The best predictor for fetal acidemia is PI of thoracic aorta.
The best predictor of fetal hypoxia is PI of MCA.
• PI of MCA/PI of TA must be more than 0.9 before 30, less than 0.8 before the 34 and less than 0.75 before the 36 weeks of pregnancy.
• PI of MCA/ PI of UA must be >1.08 during pregnancy.
• The larger values are abnormal and termination may be considered after 35-37 weeks of pregnancy.

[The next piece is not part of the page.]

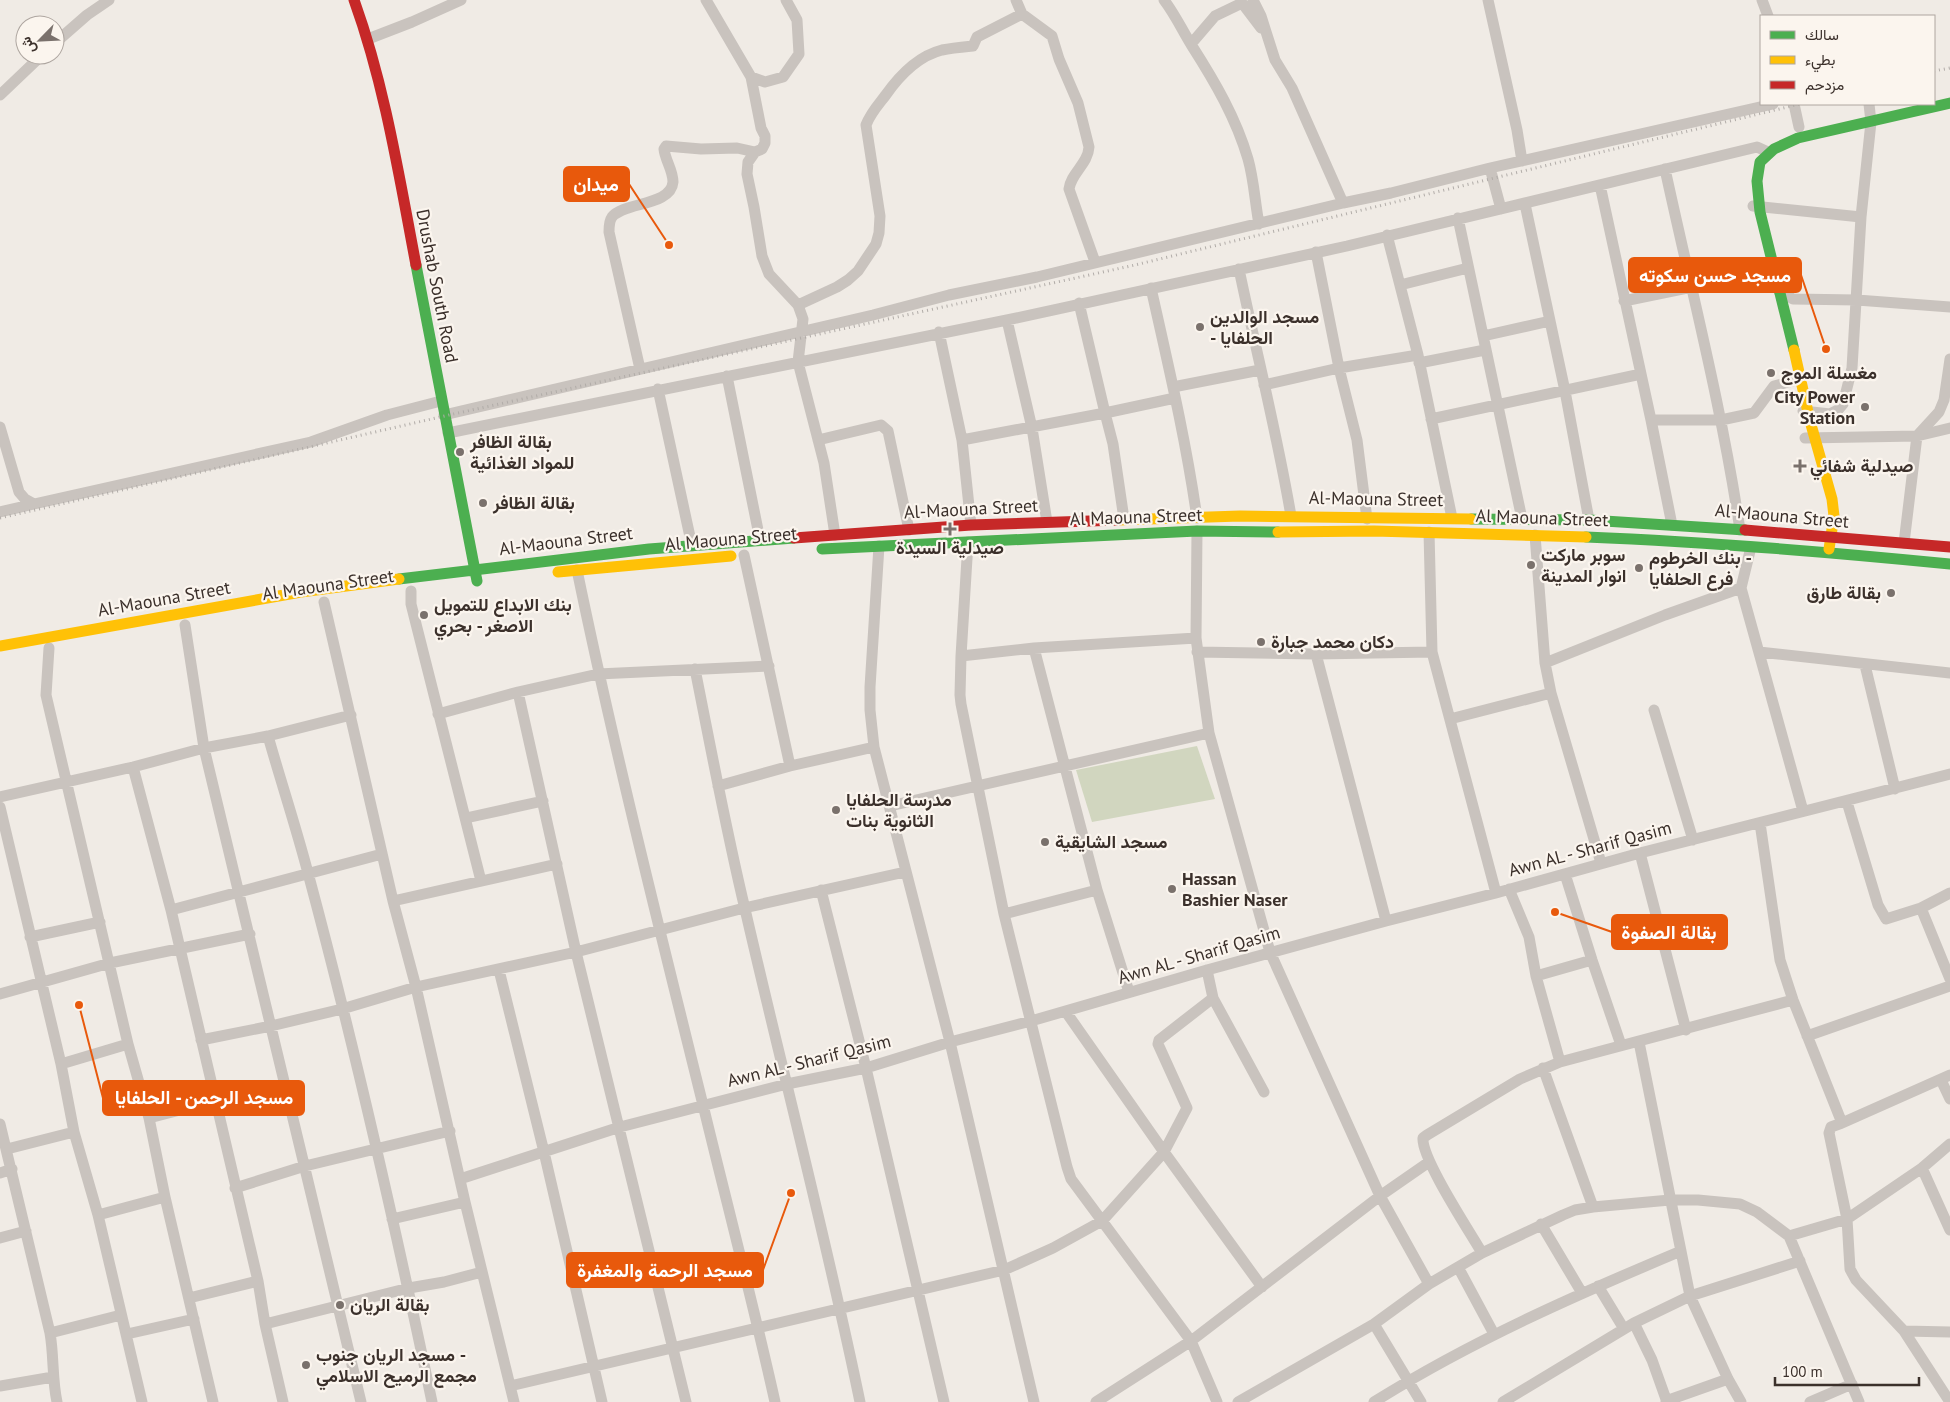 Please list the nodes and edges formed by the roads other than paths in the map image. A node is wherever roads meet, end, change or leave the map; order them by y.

I think PI MCA/ PI umbilical artery is more reliable than PI MCA / PI Aorta
Reverse flow in the umbilical artery, along with pathologic waveform in the venous system are the best predictor of severe fetal distress, so termination of pregnancy must be considered as soon as possible.
It must be stressed that:
Delivered fetus with mild fetal hypoxia (only PI of MCA is lower than 1.5) has normal condition and apgar in the labor room, but in future it has higher risk for mean IQ be lower than non hypoxemic fetuses.
Fetal biometry and arterial Doppler
- the early compensatory phase of IUGR
Venous Doppler, FHR analysis, and the biophysical profile
- data on the later stages (commonly associated with fetal acidosis and impending cardiovascular collapse)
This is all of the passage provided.